Problem description: Verbatim output required. Print the data in full.

[Data items]
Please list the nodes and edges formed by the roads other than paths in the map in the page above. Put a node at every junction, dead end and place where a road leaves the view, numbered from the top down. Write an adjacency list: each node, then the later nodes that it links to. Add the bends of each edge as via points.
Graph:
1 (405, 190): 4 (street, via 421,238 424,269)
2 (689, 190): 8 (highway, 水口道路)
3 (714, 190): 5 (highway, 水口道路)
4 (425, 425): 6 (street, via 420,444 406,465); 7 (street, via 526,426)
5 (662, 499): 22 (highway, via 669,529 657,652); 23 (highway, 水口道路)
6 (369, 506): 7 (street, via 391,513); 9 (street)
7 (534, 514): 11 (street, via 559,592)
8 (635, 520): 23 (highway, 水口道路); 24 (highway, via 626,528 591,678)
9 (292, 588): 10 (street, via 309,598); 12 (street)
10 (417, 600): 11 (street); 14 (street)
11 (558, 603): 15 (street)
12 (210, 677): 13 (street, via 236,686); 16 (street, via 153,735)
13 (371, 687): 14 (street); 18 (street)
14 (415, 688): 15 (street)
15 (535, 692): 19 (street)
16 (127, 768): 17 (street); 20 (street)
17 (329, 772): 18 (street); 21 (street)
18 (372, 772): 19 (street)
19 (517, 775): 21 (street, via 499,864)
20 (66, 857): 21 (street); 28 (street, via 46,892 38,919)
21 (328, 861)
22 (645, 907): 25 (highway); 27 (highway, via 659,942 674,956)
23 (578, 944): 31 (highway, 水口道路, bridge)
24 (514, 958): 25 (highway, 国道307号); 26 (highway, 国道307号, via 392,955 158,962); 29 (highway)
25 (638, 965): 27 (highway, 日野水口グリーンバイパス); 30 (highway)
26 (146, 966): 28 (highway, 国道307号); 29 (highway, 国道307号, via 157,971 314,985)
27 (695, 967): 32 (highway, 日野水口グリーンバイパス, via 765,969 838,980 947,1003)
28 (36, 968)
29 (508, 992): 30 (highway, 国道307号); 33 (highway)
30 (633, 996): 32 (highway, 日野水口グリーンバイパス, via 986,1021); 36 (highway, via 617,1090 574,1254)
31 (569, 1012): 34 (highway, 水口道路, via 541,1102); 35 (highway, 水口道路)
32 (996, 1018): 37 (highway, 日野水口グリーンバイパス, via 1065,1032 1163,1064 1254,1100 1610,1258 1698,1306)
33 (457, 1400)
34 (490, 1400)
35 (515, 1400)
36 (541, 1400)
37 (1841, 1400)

Answer to the exercise:
Please list the nodes and edges formed by the roads other than paths in the map in the page above. Put a node at every junction, dead end and place where a road leaves the view, numbered from the top down. Write an adjacency list: each node, then the later nodes that it links to. Add the bends of each edge as via points.
Graph:
1 (405, 190): 4 (street, via 421,238 424,269)
2 (689, 190): 8 (highway, 水口道路)
3 (714, 190): 5 (highway, 水口道路)
4 (425, 425): 6 (street, via 420,444 406,465); 7 (street, via 526,426)
5 (662, 499): 22 (highway, via 669,529 657,652); 23 (highway, 水口道路)
6 (369, 506): 7 (street, via 391,513); 9 (street)
7 (534, 514): 11 (street, via 559,592)
8 (635, 520): 23 (highway, 水口道路); 24 (highway, via 626,528 591,678)
9 (292, 588): 10 (street, via 309,598); 12 (street)
10 (417, 600): 11 (street); 14 (street)
11 (558, 603): 15 (street)
12 (210, 677): 13 (street, via 236,686); 16 (street, via 153,735)
13 (371, 687): 14 (street); 18 (street)
14 (415, 688): 15 (street)
15 (535, 692): 19 (street)
16 (127, 768): 17 (street); 20 (street)
17 (329, 772): 18 (street); 21 (street)
18 (372, 772): 19 (street)
19 (517, 775): 21 (street, via 499,864)
20 (66, 857): 21 (street); 28 (street, via 46,892 38,919)
21 (328, 861)
22 (645, 907): 25 (highway); 27 (highway, via 659,942 674,956)
23 (578, 944): 31 (highway, 水口道路, bridge)
24 (514, 958): 25 (highway, 国道307号); 26 (highway, 国道307号, via 392,955 158,962); 29 (highway)
25 (638, 965): 27 (highway, 日野水口グリーンバイパス); 30 (highway)
26 (146, 966): 28 (highway, 国道307号); 29 (highway, 国道307号, via 157,971 314,985)
27 (695, 967): 32 (highway, 日野水口グリーンバイパス, via 765,969 838,980 947,1003)
28 (36, 968)
29 (508, 992): 30 (highway, 国道307号); 33 (highway)
30 (633, 996): 32 (highway, 日野水口グリーンバイパス, via 986,1021); 36 (highway, via 617,1090 574,1254)
31 (569, 1012): 34 (highway, 水口道路, via 541,1102); 35 (highway, 水口道路)
32 (996, 1018): 37 (highway, 日野水口グリーンバイパス, via 1065,1032 1163,1064 1254,1100 1610,1258 1698,1306)
33 (457, 1400)
34 (490, 1400)
35 (515, 1400)
36 (541, 1400)
37 (1841, 1400)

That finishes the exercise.